The university of Strathclyde released their book in online form today. It can be downloaded here (ca. 85 MB, .zip) or with support files for MATLAB ( ca. 1.5 GB). As already said, the book is useful for graduate students, researchers, hobbyists and industry professionals focused on learning about DSP enabled SDR and deals with MATLAB and the famous RTL-SDR stick.
Software Defined Radio using MATLAB & Simulink and the RTL-SDR
PDF version: here
Print version: here ( note: book is in print)
Softback ISBN : 978-0-9929787-1-6
Hardback ISBN : 978-0-9929787-2-3
Authors: Bob Steward, Kenny Barlee, Dale Atkinson, Lousie Crockett
Book with support files: here
In the last 20 years, SDR (software defined radio) has become a core DSP (digital signal processing) and digital communications technology for many mobile and wireless communications systems.
The availability of the RTL-SDR for less than $20 brings SDR to the home and work desktops of EE students, professional engineers and the maker community. The RTL-SDR device can be used to acquire and sample RF (radio frequency) signals transmitted in the frequency range 25MHz to 1.75GHz, and using some official software add-ons, these samples can be brought into the MATLAB and Simulink environment for users to develop receivers using first principles DSP algorithms. Signals that the RTL-SDR hardware can receive include: FM radio, UHF band signals, ISM signals, GSM, 3G and LTE mobile radio, GPS and satellite signals, and any that the reader can (legally) transmit of course!
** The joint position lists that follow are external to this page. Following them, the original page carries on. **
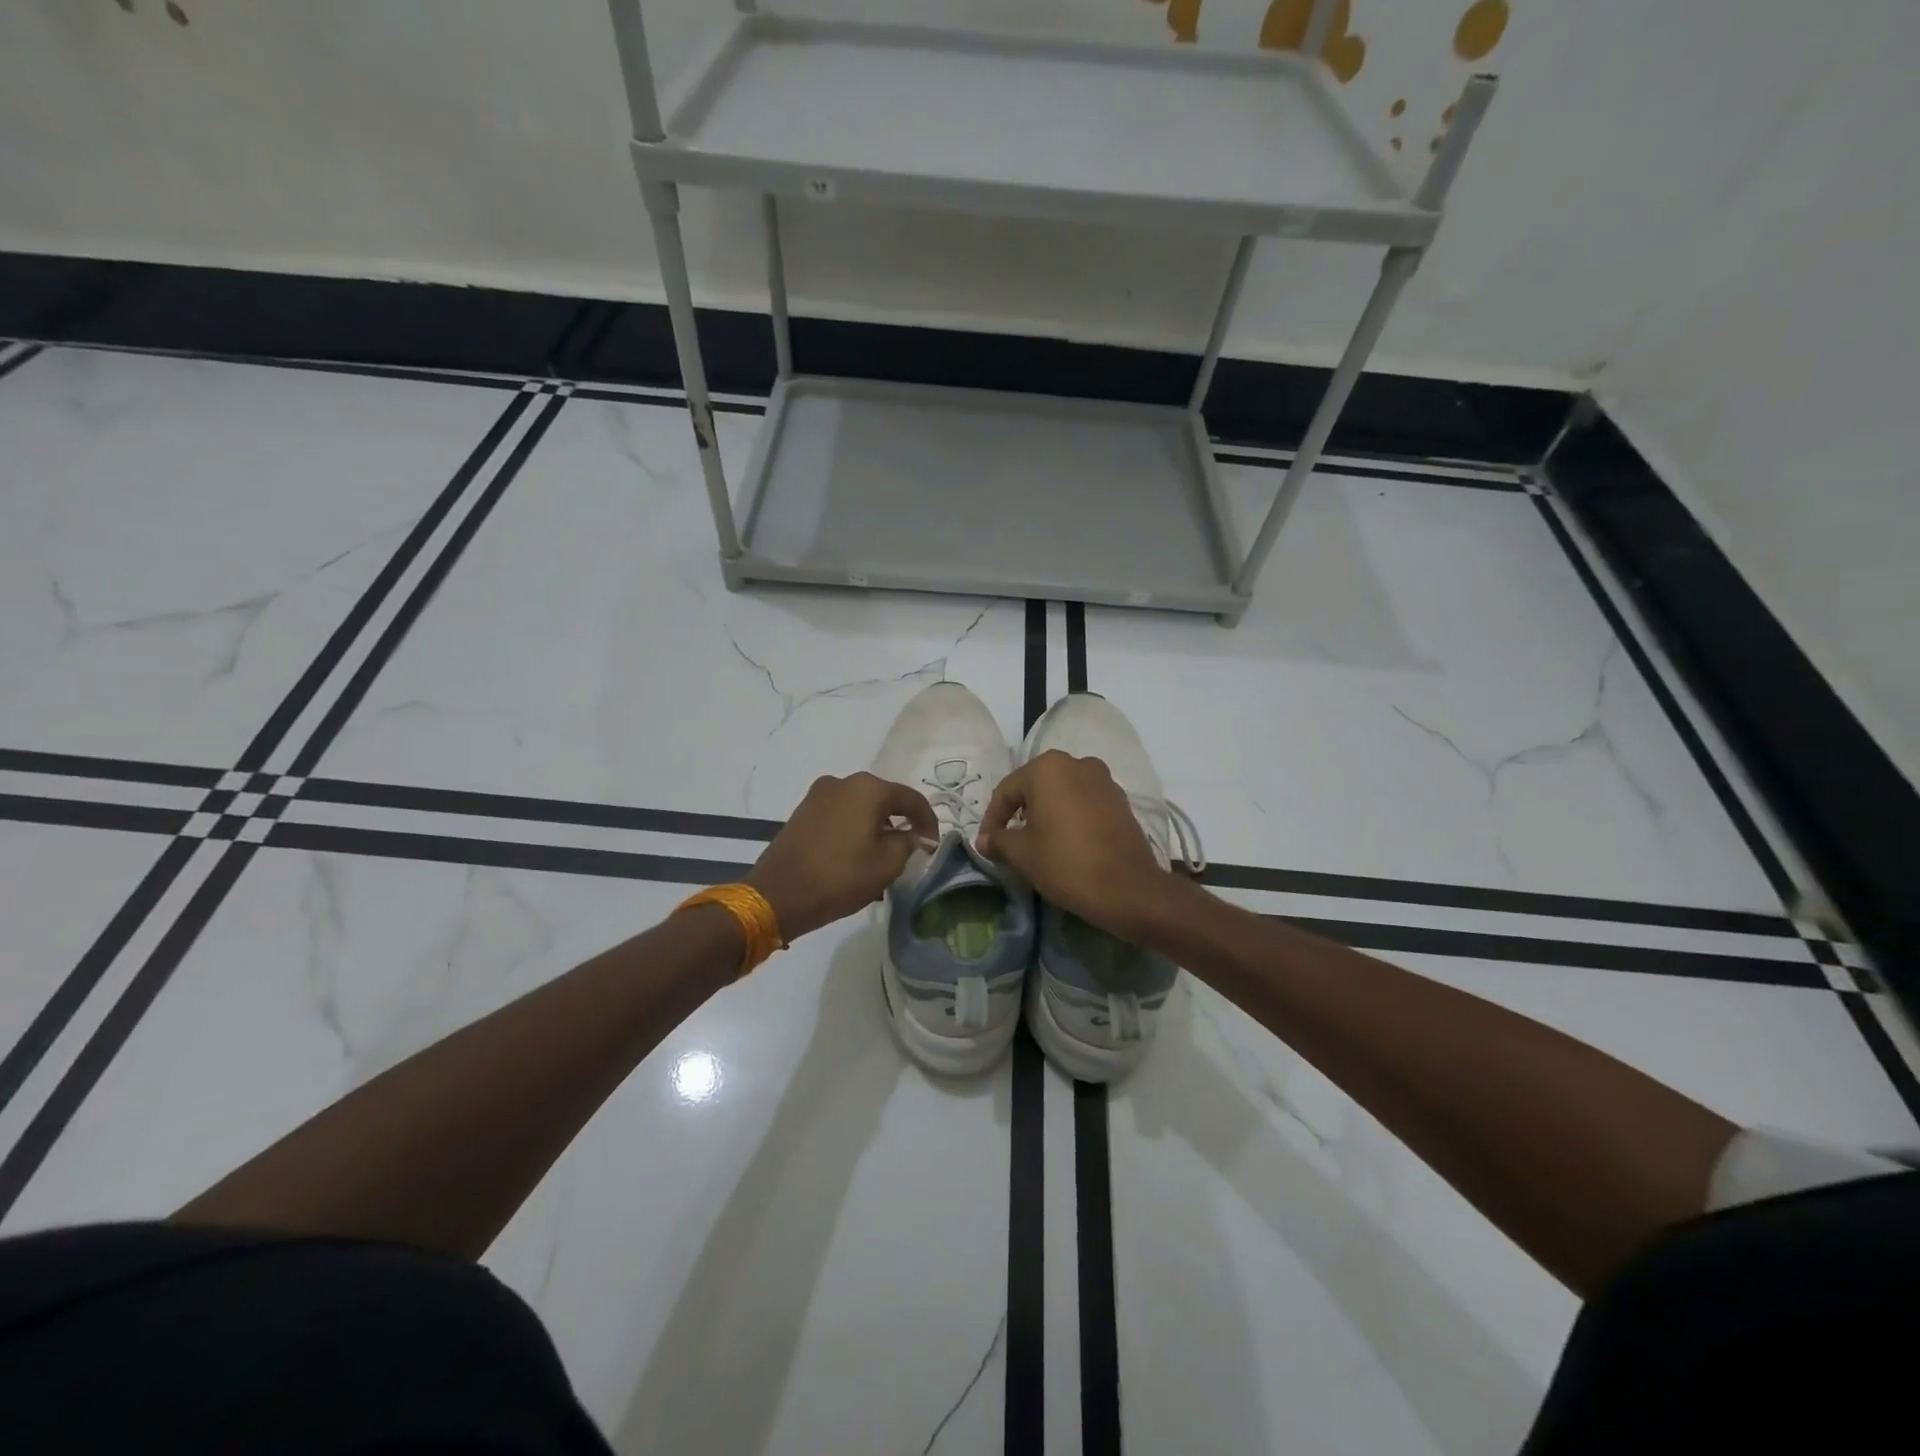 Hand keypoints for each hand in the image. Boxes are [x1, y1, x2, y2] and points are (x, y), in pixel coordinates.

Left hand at [748, 773, 939, 940]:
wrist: (778, 895)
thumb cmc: (840, 877)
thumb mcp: (887, 864)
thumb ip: (908, 842)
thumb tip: (913, 834)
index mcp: (868, 788)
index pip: (911, 798)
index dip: (928, 821)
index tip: (933, 845)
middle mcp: (843, 781)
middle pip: (884, 798)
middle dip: (900, 821)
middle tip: (911, 847)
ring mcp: (819, 794)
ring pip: (860, 805)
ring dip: (875, 824)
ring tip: (883, 853)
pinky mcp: (803, 810)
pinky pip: (840, 813)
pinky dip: (854, 827)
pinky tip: (856, 851)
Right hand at [975, 751, 1169, 936]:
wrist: (1128, 889)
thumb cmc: (1065, 863)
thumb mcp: (1022, 853)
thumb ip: (999, 840)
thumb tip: (985, 840)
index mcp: (1048, 768)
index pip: (1007, 790)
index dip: (992, 819)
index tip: (987, 844)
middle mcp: (1077, 763)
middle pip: (1036, 787)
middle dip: (1020, 812)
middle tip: (1009, 841)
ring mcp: (1104, 780)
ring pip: (1062, 793)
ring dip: (1047, 813)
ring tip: (1038, 842)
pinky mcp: (1121, 800)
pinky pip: (1085, 803)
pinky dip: (1070, 817)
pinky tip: (1066, 842)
In this free book we introduce readers to SDR methods by viewing and analysing downconverted RF signals in the time and frequency domains, and then provide extensive DSP enabled SDR design exercises which the reader can learn from. The hands-on examples begin with simple AM and FM receivers, and move on to the more challenging aspects of PHY layer DSP, where receive filter chains, real-time channelisers, and advanced concepts such as carrier synchronisers, digital PLL designs and QPSK timing and phase synchronisers are implemented. Towards the end of the book, we demonstrate how the RTL-SDR can be used with SDR transmitters to develop a more complete communications system, capable of transmitting text strings and images across the desktop.